**Required action:** Each line of the data below that holds the word "color" is to be reported in full.

---------------

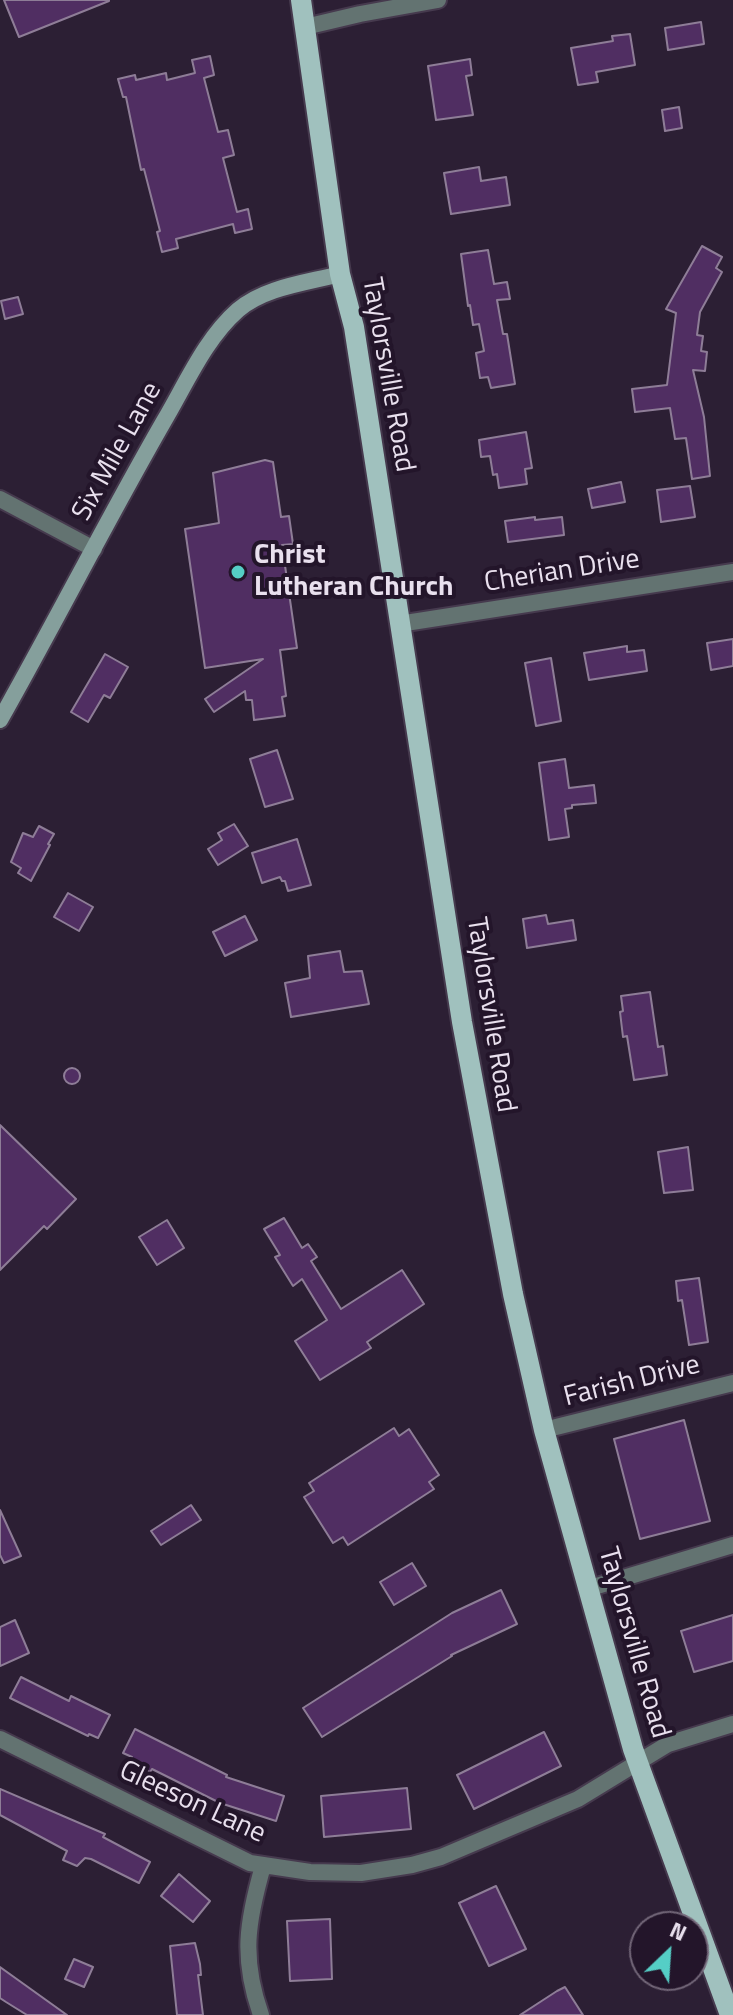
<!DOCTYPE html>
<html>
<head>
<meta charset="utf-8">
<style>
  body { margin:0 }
  #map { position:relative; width:733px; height:2015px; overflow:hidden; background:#2c1f34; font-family:"Titillium Web",sans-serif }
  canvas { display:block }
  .north { position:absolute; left:629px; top:1911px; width:80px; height:80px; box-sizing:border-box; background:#23152a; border:2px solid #726678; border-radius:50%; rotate:25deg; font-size:22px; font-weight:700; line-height:32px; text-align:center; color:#e9e0ee }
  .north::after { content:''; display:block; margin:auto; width:28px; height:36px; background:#55cec6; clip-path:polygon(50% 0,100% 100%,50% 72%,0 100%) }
</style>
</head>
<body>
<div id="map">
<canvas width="733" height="2015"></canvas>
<div class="north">N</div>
</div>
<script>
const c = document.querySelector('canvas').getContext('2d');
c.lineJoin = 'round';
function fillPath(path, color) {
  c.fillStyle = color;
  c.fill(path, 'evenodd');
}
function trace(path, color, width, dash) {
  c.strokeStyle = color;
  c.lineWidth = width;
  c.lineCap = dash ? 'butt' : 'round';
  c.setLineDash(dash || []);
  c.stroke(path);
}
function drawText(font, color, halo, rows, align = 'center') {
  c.font = font + ' "Titillium Web",sans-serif';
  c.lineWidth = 8;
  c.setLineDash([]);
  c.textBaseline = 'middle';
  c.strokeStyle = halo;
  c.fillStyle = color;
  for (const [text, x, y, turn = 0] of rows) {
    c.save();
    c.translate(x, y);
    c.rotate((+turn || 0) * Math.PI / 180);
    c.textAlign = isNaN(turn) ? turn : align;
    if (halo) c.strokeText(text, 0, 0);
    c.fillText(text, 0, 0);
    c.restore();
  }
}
const building = new Path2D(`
  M4,0H109V1L19,37Z
  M701,22L704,44L668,50L665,28Z
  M630,34L635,65L596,72L598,82L578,85L571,48L613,41L612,36Z
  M210,56L214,75L204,78L218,132L228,130L234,155L223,158L237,212L248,209L252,229L235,233L233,224L176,239L178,248L162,252L157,232L160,231L144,169L141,170L126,97H123L118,79L135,75L136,80L166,73L167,80L195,73L192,60Z
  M470,59L472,75L466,76L473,115L436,120L428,66Z
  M679,107L682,128L665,131L662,110Z
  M479,167L481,181L506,177L510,205L451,214L444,173Z
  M702,246L722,257L716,268L722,272L700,312L697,335L703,336L701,351L707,352L705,371L693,370L704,417L710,476L692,479L686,438L675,439L670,408L635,412L632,389L667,385L676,313L666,309Z
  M488,250L494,284L507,282L510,299L497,300L503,334H507L515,384L491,388L488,377L480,378L476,353L484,351L479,324L473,325L470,305L468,306L461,254Z
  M18,297L23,314L5,319L1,301Z
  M526,432L532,468L525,469L527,484L499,488L497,474L493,475L490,456L481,457L479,440Z
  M265,460L273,462L281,517L289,516L293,544L282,545L297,648L280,650L286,696L282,697L285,716L254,720L252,700H246L245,691L214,712L205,699L263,659L205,668L185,529L219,523L213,473Z
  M621,482L625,502L592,508L588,489Z
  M690,486L695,517L661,522L657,490Z
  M535,517V520L562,517L564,535L508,542L505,521Z
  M733,639V666L711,670L707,643Z
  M627,646V652L644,650L647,671L589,680L584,653Z
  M105,654L128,667L110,698L104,695L88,722L71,712Z
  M551,658L561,721L536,726L525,663Z
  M277,750L293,799L265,807L250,759Z
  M565,759L569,788L594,785L596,803L572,805V808L565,809L569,837L549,840L539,763Z
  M234,824L248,846L218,865L208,849L222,840L218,833Z
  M39,826L54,834L48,844L50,845L31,881L18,873L21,868L11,862L23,833L33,837Z
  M297,839L311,885L288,891L285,881H282L280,877L262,883L252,853Z
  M68,893L93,907L79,931L54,917Z
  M546,915L548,924L573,920L576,940L527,948L523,919Z
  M245,916L257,940L225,956L213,932Z
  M340,951L344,972L362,971L369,1004L291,1017L285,983L310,978L308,956Z
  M650,992L658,1047L663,1046L667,1075L634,1080L627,1036L623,1037L620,1012L623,1011L621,996Z
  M64 1076a8 8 0 1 1 16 0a8 8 0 1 1-16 0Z
  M0,1125L76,1199L47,1229L44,1226L0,1270Z
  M688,1147L693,1190L664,1193L658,1152Z
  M284,1218L302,1248L308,1244L317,1257L311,1261L341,1309L402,1270L424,1304L367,1342L371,1348L320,1380L295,1341L327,1320L302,1279L293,1286L275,1257L280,1255L264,1229Z
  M167,1220L184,1248L157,1265L139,1237Z
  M699,1278L708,1342L689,1345L682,1300L678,1301L676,1281Z
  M684,1420L710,1521L640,1539L614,1439Z
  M394,1428L399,1436L409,1429L439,1475L429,1482L434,1489L348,1545L343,1537L333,1543L304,1497L314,1491L309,1483Z
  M191,1505L201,1520L161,1545L151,1531Z
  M0,1510L21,1556L4,1563L0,1555Z
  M412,1563L426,1586L394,1605L380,1582Z
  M501,1590L517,1624L451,1655L452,1656L322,1737L303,1708L452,1613Z
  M733,1615V1661L694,1672L681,1631Z
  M15,1620L29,1653L0,1666V1627Z
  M21,1677L69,1701L71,1696L110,1715L98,1738L89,1734L88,1736L10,1698Z
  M135,1729L227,1775L226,1777L284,1796L276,1821L220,1803L152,1769L150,1772L130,1762L132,1757L123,1753Z
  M544,1732L561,1766L474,1809L457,1775Z
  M407,1788L411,1829L324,1837L321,1796Z
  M0,1789L105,1834L103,1837L150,1862L139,1883L91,1859L85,1858L77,1866L63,1860L67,1851L0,1815Z
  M179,1874L210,1901L193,1922L161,1896Z
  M496,1886L526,1949L489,1966L459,1903Z
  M330,1919L332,1979L290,1981L287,1921Z
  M195,1943L200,1964L201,1975H198L203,2015H177L170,1946Z
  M74,1959L93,1967L84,1987L65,1979Z
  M0,1967L67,2015H27L6,2002L0,1998Z
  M565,1987L583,2015H520L557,1991Z`);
const street = new Path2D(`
  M305,27L360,14L438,0
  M0,499L94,549
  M399,624L733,572
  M544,1430L733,1383
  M587,1589L733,1545
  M0,1739L250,1863L310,1872L361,1873L412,1865L441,1857L578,1799L668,1744L733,1724
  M261,2015C241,1958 247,1922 263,1866`);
const secondary = new Path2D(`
  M0,720C56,621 107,520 164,421C186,384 205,339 238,310C265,287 306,283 340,274`);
const primary = new Path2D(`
  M301,0L340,274L354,327L462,1022L513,1294L544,1430L633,1749L730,2015`);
const markers = [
  [238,572,8,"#55cec6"]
];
const streetNames = [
  ["Taylorsville Road",387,375,80],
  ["Six Mile Lane",118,452,-61],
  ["Cherian Drive",562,572,-9],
  ["Taylorsville Road",490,1015,81],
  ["Farish Drive",632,1382,-14],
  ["Taylorsville Road",633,1643,74],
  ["Gleeson Lane",192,1803,25]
];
const poiNames = [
  ["Christ",254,556],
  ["Lutheran Church",254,588]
];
fillPath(building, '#502e62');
trace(building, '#8e7d97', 2);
trace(street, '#463a4e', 20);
trace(secondary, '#463a4e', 20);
trace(primary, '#463a4e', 24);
trace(street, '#637371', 16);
trace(secondary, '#859f9c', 16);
trace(primary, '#a0c1be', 20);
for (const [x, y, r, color] of markers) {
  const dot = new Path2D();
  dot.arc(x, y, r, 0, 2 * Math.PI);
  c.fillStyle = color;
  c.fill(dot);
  trace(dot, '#23152a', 3);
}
drawText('28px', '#e9e0ee', '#23152a', streetNames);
drawText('bold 28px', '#e9e0ee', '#23152a', poiNames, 'left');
</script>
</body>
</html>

---------------

**Task solution:**
  .north { position:absolute; left:629px; top:1911px; width:80px; height:80px; box-sizing:border-box; background:#23152a; border:2px solid #726678; border-radius:50%; rotate:25deg; font-size:22px; font-weight:700; line-height:32px; text-align:center; color:#e9e0ee }
function fillPath(path, color) {
  c.fillStyle = color;
function trace(path, color, width, dash) {
  c.strokeStyle = color;
function drawText(font, color, halo, rows, align = 'center') {
  c.fillStyle = color;
for (const [x, y, r, color] of markers) {
  c.fillStyle = color;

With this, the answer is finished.